## TASK STATEMENT
From the records below, copy each line in which the string "roll" occurs.

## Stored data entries
==*==

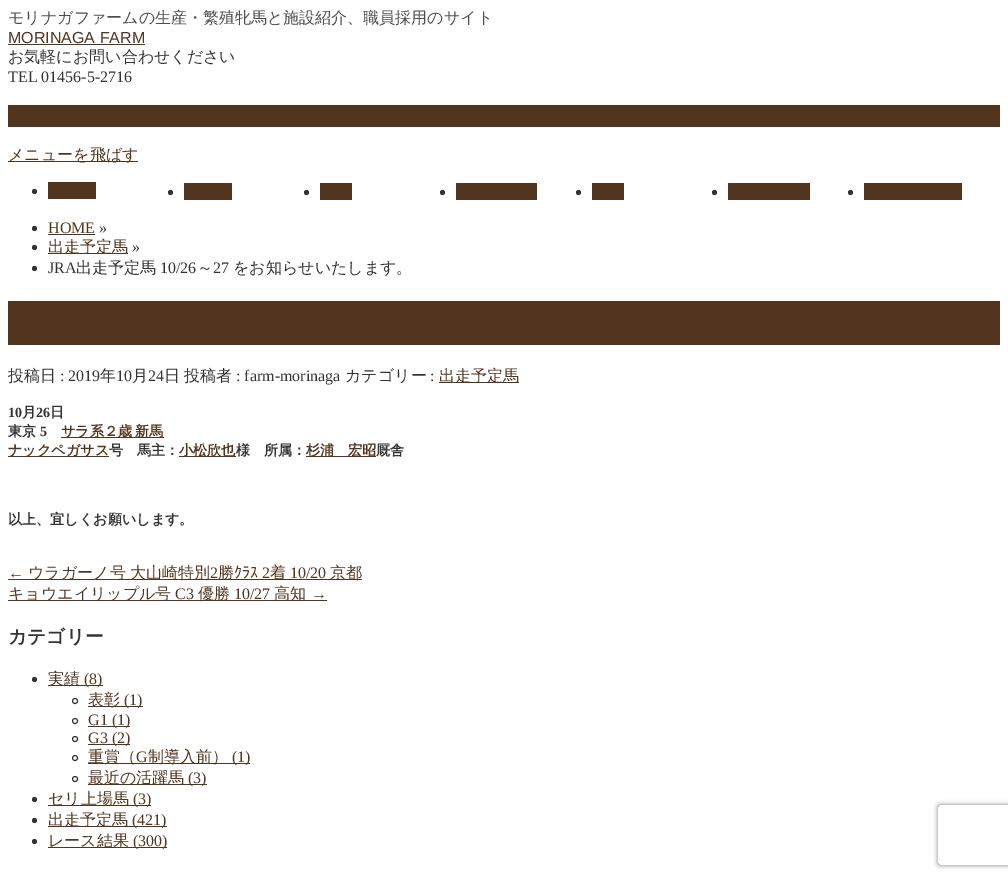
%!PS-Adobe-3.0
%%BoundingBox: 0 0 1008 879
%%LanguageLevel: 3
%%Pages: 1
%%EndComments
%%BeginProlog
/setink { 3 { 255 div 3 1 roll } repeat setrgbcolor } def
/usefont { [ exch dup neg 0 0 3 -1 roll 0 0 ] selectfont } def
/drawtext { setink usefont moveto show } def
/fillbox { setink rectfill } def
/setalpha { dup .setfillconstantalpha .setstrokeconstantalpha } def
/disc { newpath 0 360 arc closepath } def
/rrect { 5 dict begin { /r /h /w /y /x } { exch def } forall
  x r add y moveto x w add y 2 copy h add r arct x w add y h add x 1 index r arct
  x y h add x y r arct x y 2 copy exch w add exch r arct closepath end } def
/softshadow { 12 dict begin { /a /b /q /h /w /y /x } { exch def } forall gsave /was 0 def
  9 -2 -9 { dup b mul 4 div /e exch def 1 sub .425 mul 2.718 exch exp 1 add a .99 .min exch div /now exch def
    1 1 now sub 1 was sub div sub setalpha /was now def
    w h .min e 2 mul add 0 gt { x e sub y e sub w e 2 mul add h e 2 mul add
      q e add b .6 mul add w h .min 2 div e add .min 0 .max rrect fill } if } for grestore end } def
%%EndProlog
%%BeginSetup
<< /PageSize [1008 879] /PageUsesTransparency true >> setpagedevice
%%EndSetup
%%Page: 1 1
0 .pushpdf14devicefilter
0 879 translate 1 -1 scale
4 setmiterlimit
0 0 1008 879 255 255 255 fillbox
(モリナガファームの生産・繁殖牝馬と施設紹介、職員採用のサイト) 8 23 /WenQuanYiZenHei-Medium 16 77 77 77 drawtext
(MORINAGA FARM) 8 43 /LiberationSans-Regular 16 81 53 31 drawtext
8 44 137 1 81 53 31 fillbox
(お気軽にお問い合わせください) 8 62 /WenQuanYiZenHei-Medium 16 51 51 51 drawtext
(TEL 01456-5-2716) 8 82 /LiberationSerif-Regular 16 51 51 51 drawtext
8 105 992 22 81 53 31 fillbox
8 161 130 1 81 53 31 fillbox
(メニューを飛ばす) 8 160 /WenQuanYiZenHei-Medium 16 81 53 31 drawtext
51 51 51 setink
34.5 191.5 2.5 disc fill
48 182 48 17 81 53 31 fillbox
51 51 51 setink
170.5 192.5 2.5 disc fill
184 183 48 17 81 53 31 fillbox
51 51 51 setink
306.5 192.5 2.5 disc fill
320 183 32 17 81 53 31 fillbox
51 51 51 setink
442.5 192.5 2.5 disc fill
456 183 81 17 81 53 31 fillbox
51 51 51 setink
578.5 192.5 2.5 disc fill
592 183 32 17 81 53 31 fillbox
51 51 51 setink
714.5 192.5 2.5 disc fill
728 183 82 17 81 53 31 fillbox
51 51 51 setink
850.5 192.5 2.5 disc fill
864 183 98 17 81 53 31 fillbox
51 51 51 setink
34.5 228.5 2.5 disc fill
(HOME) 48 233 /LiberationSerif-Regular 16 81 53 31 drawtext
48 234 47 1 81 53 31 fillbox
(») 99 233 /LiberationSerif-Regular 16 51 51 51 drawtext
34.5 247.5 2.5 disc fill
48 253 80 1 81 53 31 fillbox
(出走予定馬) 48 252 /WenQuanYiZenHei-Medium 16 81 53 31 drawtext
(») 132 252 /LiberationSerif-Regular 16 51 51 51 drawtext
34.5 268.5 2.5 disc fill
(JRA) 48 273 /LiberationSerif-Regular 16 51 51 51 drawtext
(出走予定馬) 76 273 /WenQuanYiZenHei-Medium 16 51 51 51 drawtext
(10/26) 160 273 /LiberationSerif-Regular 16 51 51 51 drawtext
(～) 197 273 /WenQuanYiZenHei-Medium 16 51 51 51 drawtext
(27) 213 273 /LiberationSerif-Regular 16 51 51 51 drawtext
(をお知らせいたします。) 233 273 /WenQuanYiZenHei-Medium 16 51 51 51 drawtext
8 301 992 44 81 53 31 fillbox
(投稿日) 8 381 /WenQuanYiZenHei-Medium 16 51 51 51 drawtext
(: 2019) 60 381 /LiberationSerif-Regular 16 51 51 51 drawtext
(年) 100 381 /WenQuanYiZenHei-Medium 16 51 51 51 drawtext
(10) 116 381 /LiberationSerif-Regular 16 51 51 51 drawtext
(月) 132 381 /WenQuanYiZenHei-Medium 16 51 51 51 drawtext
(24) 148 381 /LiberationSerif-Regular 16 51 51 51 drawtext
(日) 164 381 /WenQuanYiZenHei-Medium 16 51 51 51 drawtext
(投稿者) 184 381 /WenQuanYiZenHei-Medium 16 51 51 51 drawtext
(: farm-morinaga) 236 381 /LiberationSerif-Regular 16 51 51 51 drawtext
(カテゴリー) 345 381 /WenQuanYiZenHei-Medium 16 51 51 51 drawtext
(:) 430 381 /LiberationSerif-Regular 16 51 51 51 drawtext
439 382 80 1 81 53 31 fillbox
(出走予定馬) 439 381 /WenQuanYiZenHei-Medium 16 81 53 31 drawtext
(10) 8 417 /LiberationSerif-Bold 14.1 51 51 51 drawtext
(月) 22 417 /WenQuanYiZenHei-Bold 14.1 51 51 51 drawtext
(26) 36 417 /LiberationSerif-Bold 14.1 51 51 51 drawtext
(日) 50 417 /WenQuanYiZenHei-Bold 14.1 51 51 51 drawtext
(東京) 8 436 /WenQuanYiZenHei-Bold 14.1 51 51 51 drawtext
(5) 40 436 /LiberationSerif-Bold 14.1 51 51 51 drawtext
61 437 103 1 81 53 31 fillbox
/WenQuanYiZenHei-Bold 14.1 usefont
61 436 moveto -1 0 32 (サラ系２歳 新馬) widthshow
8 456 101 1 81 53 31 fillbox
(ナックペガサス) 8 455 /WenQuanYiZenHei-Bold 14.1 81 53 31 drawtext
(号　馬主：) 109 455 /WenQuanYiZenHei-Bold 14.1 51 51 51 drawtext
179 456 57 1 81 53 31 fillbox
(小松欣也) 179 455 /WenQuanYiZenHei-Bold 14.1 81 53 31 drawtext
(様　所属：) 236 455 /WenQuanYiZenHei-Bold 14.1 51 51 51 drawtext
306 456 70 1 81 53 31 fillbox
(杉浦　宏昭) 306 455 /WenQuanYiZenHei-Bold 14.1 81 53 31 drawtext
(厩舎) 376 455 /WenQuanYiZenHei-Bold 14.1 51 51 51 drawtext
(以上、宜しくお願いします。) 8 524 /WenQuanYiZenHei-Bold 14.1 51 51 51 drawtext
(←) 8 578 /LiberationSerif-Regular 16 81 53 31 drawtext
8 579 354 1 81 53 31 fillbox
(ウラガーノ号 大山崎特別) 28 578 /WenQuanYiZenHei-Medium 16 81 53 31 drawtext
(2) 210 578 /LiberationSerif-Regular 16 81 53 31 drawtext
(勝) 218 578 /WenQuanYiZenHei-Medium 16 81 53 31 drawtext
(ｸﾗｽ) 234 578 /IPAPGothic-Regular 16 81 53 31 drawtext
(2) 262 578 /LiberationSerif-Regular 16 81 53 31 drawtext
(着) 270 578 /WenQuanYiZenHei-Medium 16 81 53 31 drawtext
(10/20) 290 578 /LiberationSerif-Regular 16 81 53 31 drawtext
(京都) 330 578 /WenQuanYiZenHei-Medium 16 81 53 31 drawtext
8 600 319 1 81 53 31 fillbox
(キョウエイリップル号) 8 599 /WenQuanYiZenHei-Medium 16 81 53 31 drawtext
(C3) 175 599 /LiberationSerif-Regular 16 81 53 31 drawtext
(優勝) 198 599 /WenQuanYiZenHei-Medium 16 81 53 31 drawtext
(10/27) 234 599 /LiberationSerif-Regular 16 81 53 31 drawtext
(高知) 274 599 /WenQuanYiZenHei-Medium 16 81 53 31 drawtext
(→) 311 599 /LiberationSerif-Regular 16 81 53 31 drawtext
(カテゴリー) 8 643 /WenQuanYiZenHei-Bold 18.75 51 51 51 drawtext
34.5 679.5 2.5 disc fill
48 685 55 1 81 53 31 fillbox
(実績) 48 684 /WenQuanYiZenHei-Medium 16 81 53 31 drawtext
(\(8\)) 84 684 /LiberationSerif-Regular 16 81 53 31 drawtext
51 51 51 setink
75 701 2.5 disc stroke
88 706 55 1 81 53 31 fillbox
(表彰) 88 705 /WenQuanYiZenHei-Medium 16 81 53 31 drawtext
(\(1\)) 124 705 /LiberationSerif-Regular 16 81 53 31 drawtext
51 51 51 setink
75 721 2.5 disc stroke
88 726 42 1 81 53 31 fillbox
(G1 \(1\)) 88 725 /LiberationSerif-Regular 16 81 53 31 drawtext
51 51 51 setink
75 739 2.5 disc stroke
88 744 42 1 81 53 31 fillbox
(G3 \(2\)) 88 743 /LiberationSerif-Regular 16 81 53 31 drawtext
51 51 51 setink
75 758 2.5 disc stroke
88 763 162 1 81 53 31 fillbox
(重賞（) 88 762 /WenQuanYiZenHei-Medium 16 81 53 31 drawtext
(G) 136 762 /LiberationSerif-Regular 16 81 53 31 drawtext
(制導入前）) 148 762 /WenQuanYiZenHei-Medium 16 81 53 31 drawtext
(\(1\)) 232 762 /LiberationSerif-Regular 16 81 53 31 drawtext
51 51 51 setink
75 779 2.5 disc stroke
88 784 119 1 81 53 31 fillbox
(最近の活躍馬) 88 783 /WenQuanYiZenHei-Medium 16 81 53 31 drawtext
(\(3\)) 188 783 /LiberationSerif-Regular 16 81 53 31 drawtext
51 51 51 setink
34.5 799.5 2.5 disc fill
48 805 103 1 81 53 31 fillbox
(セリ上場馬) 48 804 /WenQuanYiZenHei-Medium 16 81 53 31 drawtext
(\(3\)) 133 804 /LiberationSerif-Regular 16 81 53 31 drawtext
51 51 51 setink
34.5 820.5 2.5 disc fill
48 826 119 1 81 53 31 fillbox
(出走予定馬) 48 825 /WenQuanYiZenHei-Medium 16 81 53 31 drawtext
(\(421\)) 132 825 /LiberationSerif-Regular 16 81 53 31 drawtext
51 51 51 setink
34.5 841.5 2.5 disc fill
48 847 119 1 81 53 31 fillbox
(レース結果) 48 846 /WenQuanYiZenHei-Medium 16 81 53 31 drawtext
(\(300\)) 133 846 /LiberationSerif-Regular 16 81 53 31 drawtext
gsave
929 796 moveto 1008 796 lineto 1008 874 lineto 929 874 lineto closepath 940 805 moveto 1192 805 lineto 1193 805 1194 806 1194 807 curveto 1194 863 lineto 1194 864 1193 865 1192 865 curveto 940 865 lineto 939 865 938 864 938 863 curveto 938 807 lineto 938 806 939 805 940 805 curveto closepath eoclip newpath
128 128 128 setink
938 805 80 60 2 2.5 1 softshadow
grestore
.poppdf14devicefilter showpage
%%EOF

==*==

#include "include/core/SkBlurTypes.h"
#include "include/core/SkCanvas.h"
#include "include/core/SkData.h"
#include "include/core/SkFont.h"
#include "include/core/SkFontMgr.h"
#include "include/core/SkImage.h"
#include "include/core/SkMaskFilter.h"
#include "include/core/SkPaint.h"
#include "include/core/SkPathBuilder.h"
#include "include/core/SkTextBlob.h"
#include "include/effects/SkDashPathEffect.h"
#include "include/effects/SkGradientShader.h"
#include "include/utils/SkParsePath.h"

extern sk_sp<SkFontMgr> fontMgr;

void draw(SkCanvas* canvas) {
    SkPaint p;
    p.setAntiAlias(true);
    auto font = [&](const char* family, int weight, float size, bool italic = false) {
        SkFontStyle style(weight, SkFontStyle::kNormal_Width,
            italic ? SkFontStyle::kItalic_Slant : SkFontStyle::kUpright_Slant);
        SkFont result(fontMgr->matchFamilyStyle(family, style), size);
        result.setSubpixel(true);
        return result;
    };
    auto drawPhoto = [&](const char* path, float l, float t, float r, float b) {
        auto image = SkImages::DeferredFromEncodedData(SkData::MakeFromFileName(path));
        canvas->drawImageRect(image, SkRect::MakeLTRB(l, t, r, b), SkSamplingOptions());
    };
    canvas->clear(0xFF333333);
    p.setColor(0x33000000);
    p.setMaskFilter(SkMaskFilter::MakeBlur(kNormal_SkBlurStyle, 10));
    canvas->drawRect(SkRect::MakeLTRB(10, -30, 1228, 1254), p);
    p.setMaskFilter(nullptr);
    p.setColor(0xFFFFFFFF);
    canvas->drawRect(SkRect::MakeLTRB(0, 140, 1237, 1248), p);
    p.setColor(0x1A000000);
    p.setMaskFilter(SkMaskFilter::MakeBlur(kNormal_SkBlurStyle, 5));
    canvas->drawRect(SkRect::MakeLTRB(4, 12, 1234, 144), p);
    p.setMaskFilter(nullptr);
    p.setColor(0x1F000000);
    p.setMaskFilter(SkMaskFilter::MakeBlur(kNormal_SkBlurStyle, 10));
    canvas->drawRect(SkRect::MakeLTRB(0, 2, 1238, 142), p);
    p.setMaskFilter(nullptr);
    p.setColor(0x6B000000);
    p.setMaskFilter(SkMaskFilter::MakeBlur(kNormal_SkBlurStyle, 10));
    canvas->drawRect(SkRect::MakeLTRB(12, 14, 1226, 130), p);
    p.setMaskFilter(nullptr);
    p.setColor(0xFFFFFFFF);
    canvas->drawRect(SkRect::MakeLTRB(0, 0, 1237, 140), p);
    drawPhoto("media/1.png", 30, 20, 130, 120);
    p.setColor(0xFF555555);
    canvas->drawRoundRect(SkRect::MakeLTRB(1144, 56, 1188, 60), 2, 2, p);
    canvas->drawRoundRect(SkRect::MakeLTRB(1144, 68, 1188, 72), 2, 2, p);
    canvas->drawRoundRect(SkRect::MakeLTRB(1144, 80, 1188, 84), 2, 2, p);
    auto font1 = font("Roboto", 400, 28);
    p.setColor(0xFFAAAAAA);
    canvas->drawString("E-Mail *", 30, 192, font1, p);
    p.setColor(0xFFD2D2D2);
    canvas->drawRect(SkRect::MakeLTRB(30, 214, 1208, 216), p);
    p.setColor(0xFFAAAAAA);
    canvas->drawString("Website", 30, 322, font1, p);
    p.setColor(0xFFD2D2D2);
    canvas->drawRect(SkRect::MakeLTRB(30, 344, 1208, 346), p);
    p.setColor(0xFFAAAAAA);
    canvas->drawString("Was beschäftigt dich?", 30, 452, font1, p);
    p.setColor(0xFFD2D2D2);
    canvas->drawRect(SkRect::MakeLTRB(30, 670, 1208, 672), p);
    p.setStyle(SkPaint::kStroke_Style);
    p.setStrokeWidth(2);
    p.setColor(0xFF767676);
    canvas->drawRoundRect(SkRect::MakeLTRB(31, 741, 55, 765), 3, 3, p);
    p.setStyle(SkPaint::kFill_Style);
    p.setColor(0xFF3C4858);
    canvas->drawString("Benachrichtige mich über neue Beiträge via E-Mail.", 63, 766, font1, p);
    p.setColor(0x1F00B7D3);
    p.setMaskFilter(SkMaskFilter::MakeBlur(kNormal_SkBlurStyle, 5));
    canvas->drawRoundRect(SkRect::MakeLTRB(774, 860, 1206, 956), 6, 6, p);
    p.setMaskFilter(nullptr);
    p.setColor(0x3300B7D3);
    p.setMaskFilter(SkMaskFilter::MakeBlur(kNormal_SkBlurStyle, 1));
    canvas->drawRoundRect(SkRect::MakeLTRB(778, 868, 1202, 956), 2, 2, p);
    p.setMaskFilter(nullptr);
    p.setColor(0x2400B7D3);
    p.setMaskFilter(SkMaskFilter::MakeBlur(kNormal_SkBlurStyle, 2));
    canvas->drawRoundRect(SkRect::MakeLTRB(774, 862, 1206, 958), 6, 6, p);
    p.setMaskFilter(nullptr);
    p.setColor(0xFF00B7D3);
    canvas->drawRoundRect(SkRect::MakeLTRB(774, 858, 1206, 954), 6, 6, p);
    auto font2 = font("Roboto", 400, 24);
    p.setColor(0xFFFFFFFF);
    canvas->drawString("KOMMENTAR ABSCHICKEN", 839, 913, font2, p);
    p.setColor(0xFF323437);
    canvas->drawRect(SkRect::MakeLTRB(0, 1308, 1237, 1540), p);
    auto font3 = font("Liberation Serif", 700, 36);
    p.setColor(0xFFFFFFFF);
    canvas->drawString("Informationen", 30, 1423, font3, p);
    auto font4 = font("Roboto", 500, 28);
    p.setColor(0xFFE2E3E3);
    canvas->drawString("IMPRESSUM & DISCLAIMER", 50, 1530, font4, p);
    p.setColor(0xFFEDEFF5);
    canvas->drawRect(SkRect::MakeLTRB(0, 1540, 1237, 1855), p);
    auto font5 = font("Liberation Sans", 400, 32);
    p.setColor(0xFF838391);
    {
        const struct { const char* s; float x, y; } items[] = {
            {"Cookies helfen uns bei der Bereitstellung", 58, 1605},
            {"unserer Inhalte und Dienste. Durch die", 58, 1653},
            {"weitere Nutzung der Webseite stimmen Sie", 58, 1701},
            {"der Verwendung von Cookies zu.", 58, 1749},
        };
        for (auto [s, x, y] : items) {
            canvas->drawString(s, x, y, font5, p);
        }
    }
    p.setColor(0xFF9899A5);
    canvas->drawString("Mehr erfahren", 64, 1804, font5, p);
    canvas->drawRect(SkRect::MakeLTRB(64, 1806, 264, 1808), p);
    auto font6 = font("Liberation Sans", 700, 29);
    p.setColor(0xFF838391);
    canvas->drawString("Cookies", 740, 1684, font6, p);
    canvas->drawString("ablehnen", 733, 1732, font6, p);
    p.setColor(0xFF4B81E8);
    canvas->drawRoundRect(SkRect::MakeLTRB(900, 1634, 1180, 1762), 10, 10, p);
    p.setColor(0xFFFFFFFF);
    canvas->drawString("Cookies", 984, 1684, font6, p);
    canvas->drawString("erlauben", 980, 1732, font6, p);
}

==*==

## RESPONSE FOR THIS EXERCISE
/setink { 3 { 255 div 3 1 roll } repeat setrgbcolor } def
/usefont { [ exch dup neg 0 0 3 -1 roll 0 0 ] selectfont } def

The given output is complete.